The night was silent and windless, and she cradled the Jerle Shannara like a slumbering child rocked gently in her arms. Bek Rowe sat up suddenly, staring into the darkness of his sleeping room, listening to the snores and breathing of Quentin and Panax and the others. Someone had called his name, whispered it in his mind, in a voice he did not recognize, in words that were lost instantly on waking. Had he imagined it?

He rose, pulled on his boots and cloak, and climbed topside to the decking. He stood without moving at the top of the stairs and lo1oked about as if he might find the answer in the darkness. He had heard his name clearly. Someone had spoken it. He brushed back his curly hair and rubbed the sleep from his eyes. The moon and stars were brilliant white beacons in a velvet black sky. The lines and features of the airship and the island were distinct and clear. Everything was still, as if frozen in ice.

He walked to the forward mast, just ahead of the mysterious object Walker kept so carefully warded. He stared about once more, searching now as much inside himself as without for what had drawn him here.

“Looking for something, boy?” a familiar voice hissed softly at his elbow.

Truls Rohk. He jumped in spite of himself. The shape-shifter crouched somewhere in the shadows of the casing, so close Bek imagined he could reach out and touch him. “Was it you who called me?” he breathed.

“It is a good night for discovering truths,” the other whispered in that rough, not-quite-human voice. “Care to try?”

“What are you talking about?” Bek struggled to keep his voice steady and calm.

“Hum for me. Just a little, soft as a kitten’s purr. Hum as if you were trying to move me back with just your voice. Do you understand?”

Bek nodded, wondering what in the world Truls Rohk was trying to prove. Hum? Move him back with his voice?

“Do it then. Don’t question me. Think about what you want to do and then do it. Concentrate.”

Bek did as he was asked. He imagined the shape-shifter standing beside him, visualized him there in the darkness, and hummed as if the sound, the vibration alone, might move him away. The sound was barely audible, unremarkable, and so far as Bek could determine, pointless.

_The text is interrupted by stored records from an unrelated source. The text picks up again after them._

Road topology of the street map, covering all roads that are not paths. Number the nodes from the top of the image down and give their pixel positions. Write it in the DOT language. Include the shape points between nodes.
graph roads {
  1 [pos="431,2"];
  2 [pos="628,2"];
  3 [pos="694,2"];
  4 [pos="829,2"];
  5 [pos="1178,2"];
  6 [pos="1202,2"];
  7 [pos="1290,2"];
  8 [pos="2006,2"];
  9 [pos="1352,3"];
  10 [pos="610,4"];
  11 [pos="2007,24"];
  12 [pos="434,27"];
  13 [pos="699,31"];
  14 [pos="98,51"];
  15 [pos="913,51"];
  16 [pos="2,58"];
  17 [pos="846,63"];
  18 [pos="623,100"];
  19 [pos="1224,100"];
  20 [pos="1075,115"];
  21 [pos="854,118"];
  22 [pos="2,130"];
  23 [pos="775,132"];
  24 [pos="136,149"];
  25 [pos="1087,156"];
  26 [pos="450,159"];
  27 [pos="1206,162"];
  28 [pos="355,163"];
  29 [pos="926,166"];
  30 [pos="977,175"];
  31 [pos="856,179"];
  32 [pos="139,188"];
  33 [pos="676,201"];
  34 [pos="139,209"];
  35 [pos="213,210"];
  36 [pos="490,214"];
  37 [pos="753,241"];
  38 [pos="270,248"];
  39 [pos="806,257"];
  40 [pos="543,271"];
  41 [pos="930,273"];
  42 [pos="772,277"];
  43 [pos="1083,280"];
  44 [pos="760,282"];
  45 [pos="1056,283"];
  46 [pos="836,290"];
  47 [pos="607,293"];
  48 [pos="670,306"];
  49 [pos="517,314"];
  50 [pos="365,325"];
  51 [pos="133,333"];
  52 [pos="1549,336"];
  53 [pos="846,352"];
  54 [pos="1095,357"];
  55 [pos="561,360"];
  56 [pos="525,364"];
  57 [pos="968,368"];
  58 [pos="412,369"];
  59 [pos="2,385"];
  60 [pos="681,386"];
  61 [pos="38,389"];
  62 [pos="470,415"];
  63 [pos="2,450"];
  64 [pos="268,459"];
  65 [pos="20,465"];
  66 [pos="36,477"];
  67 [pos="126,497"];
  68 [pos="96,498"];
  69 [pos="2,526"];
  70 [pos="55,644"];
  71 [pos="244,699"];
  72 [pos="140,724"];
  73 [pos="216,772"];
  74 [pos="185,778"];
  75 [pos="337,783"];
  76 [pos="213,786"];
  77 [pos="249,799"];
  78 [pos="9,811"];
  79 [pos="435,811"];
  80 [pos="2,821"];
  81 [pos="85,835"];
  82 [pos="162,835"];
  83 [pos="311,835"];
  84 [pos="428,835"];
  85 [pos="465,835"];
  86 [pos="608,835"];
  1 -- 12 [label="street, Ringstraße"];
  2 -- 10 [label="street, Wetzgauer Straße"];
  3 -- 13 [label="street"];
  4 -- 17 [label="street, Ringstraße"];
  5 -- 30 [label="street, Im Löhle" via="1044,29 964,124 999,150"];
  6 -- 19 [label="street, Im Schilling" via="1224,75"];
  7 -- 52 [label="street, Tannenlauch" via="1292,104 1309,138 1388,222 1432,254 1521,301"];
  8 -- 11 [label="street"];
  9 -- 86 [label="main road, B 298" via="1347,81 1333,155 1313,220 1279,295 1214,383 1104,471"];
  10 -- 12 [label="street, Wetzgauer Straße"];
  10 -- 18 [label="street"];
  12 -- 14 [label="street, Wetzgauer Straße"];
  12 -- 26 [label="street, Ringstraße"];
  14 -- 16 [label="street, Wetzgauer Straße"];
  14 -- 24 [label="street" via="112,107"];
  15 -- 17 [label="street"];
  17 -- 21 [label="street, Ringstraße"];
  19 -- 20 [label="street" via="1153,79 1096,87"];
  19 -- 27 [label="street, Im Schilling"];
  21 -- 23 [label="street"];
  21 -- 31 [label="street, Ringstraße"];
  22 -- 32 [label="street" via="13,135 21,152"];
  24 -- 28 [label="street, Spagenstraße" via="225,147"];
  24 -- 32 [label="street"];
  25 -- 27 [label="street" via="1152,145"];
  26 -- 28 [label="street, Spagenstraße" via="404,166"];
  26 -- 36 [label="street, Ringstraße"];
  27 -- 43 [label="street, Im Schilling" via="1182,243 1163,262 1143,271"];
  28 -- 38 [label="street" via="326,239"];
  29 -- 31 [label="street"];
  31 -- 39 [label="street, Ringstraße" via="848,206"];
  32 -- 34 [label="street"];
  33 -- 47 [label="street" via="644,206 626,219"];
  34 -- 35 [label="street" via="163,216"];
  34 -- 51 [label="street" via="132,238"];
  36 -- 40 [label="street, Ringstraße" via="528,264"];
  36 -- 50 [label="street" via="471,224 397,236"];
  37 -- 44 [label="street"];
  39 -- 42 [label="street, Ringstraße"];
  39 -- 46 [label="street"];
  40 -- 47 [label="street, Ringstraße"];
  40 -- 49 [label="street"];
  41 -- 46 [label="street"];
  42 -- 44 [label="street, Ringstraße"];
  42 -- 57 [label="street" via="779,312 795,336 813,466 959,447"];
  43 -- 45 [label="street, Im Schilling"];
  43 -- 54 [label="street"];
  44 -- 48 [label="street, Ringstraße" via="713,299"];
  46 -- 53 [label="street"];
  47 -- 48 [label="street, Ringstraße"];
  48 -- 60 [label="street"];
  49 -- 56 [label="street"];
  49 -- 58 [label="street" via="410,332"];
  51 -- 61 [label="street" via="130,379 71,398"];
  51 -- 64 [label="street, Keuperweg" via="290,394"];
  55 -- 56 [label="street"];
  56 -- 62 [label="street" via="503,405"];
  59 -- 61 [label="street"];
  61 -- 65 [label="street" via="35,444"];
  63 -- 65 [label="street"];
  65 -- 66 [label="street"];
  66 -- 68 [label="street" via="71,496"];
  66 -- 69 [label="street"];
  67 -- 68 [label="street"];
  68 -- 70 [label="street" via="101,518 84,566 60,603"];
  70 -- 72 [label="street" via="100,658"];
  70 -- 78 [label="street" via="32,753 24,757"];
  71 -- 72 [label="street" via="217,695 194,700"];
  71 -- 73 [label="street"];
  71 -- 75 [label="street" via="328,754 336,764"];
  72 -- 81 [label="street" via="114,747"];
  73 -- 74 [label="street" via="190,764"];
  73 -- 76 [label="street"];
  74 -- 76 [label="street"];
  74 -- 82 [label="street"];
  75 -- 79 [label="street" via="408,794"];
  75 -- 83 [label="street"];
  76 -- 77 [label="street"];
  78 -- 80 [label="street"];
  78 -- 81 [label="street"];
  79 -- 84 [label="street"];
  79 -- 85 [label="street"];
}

“No!” the other spat angrily. “Try harder! Give it teeth, boy!”

Bek tried again, jaw clenched, angry now himself at being chided. His humming buzzed and vibrated up from his throat and through his mouth and nose with fresh purpose. The force of his effort caused the air before his eyes to shimmer as if turned to liquid.

“Yes,” Truls Rohk murmured in response, satisfaction reflected in his voice. “I thought so.”

Bek went silent again, staring into the shadows, into the night. “You thought so? What did you think?” The humming had revealed nothing to him. What had it revealed to Truls Rohk?

A part of the blackness surrounding the casing detached itself and took shape, rising up against the light of moon and stars. An only vaguely human form, big and terrifying. Not to step away from it took everything Bek had.

“I know you, boy,” the other whispered.